• BRIEF
Your answer should consist of every line from the records that holds the string "graph".

• INFORMATION SHOWN
··········

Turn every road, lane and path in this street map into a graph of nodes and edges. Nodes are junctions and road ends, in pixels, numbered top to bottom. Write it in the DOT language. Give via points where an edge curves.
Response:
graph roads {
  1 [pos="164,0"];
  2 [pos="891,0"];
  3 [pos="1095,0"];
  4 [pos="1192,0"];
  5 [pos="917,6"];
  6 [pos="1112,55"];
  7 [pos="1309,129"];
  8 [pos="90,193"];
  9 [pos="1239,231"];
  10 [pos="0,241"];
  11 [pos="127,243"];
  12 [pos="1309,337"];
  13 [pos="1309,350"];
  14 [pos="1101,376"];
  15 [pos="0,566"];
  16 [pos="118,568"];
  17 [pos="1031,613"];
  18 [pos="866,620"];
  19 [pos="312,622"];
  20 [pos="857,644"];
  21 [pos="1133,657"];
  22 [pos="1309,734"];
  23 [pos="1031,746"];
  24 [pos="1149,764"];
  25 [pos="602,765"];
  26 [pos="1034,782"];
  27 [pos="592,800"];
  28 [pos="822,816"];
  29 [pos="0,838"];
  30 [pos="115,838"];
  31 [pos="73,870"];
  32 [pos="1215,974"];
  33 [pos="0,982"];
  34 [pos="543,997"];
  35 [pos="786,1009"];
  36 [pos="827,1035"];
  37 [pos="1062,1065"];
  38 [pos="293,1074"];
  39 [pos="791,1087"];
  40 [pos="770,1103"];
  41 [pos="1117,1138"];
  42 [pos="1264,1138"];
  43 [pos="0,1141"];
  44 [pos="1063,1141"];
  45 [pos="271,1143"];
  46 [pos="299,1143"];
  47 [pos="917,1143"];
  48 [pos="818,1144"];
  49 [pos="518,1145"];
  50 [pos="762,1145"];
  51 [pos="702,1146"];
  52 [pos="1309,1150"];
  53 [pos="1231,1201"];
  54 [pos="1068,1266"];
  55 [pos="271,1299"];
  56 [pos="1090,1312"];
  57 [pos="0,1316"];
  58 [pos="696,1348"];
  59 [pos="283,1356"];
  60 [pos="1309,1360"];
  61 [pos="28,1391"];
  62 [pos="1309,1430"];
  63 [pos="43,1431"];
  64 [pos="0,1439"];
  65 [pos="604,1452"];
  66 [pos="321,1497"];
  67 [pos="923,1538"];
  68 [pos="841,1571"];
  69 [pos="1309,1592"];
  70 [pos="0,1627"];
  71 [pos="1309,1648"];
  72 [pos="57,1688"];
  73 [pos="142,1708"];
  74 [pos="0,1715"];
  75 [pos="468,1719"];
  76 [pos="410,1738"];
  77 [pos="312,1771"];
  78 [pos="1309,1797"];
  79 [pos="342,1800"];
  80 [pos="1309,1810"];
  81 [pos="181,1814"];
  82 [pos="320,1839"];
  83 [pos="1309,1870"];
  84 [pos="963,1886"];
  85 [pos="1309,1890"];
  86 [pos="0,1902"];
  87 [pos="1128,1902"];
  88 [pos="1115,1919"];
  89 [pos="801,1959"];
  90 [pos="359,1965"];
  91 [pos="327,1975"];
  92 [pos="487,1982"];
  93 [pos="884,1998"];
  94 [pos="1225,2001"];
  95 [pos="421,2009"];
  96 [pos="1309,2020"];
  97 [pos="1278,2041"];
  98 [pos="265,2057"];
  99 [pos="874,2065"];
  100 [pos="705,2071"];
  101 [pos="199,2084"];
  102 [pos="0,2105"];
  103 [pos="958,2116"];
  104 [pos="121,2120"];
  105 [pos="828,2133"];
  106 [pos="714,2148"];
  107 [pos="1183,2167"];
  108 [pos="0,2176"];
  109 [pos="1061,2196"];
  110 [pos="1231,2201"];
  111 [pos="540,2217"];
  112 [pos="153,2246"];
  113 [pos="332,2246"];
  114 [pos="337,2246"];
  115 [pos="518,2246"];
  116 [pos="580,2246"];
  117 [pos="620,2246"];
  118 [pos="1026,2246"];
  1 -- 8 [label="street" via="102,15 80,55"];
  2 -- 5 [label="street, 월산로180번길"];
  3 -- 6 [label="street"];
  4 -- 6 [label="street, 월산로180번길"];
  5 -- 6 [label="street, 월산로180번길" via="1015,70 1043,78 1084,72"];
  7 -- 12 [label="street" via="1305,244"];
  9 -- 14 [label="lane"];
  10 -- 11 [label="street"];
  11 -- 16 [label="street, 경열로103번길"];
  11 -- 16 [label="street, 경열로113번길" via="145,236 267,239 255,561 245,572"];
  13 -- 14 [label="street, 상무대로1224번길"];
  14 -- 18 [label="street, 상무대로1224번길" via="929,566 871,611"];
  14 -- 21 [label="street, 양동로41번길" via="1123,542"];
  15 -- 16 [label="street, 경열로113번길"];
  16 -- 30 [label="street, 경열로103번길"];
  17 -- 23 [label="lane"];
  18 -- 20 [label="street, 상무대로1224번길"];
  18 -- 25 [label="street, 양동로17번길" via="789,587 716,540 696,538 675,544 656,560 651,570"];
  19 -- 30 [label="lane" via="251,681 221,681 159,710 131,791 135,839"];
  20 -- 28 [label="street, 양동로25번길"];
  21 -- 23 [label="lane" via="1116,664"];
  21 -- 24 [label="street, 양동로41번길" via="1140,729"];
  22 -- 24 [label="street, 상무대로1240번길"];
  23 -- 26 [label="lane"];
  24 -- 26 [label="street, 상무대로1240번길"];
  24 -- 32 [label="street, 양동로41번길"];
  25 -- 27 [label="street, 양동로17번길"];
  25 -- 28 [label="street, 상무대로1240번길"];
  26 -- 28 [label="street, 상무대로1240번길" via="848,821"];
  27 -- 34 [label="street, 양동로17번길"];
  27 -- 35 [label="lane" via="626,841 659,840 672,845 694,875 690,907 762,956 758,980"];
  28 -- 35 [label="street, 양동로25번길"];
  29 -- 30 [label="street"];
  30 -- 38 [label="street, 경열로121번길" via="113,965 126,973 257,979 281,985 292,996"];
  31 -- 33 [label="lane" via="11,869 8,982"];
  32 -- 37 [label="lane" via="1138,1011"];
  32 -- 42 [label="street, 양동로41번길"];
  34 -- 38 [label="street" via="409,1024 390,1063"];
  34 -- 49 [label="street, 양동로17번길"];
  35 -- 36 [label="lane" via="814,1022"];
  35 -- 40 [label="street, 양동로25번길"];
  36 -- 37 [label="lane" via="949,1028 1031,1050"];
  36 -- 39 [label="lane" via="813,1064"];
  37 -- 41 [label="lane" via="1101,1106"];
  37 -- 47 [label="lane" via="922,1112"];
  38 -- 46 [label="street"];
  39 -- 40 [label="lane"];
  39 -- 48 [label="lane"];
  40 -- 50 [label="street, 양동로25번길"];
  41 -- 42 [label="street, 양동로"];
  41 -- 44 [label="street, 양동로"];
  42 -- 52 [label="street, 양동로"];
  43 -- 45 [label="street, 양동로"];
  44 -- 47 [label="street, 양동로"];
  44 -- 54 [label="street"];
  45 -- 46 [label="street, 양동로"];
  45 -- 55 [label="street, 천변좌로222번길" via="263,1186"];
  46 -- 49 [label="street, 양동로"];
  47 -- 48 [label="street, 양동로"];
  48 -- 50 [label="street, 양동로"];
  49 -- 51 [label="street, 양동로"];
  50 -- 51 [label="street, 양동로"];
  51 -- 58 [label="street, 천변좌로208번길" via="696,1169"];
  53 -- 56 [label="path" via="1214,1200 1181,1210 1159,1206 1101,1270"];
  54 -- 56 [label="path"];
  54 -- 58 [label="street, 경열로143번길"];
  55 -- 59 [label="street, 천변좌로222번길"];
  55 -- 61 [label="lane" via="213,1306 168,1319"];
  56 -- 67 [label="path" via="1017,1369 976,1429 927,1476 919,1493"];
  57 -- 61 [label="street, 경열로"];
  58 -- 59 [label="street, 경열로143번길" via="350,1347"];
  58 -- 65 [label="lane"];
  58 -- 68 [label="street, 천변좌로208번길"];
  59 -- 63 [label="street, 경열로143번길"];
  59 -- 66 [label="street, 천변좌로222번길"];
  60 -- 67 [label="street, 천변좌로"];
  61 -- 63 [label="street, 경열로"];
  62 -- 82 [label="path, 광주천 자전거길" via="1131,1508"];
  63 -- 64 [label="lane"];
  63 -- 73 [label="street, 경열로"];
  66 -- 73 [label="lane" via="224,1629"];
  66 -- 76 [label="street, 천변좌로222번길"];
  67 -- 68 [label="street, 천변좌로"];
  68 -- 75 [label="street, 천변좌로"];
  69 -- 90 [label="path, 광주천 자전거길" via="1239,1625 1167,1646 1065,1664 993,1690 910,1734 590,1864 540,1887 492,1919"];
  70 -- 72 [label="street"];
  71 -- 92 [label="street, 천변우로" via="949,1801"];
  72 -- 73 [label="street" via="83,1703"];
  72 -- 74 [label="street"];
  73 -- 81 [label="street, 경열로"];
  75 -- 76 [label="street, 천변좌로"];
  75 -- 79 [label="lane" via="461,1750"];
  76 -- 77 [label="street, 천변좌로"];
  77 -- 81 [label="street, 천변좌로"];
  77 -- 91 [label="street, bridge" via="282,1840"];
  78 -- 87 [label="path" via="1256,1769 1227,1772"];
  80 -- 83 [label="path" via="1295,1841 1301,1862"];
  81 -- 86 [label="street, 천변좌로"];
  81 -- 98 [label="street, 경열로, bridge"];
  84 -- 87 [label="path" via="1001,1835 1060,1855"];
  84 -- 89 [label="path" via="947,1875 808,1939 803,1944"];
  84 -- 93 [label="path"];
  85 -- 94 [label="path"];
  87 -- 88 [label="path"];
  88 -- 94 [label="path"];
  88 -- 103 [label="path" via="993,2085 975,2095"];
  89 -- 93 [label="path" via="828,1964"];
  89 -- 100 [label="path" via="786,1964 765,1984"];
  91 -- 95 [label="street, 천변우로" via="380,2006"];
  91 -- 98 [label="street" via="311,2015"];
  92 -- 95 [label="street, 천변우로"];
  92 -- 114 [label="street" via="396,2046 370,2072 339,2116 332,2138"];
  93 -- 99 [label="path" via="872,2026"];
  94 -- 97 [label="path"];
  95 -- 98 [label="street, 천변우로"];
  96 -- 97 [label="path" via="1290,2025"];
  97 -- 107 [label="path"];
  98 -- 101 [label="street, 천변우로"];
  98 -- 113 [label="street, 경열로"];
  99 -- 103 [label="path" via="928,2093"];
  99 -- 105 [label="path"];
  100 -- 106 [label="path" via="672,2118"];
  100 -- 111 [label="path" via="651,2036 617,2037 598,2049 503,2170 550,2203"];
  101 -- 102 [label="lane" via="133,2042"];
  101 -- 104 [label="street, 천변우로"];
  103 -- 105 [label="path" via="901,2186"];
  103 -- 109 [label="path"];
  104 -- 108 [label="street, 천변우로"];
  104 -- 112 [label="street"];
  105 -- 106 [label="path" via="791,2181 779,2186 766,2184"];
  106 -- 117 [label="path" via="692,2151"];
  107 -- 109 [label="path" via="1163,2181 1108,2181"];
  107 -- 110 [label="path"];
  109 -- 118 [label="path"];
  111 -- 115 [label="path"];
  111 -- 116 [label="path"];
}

··········

• TASK ANSWER
Turn every road, lane and path in this street map into a graph of nodes and edges. Nodes are junctions and road ends, in pixels, numbered top to bottom. Write it in the DOT language. Give via points where an edge curves.
graph roads {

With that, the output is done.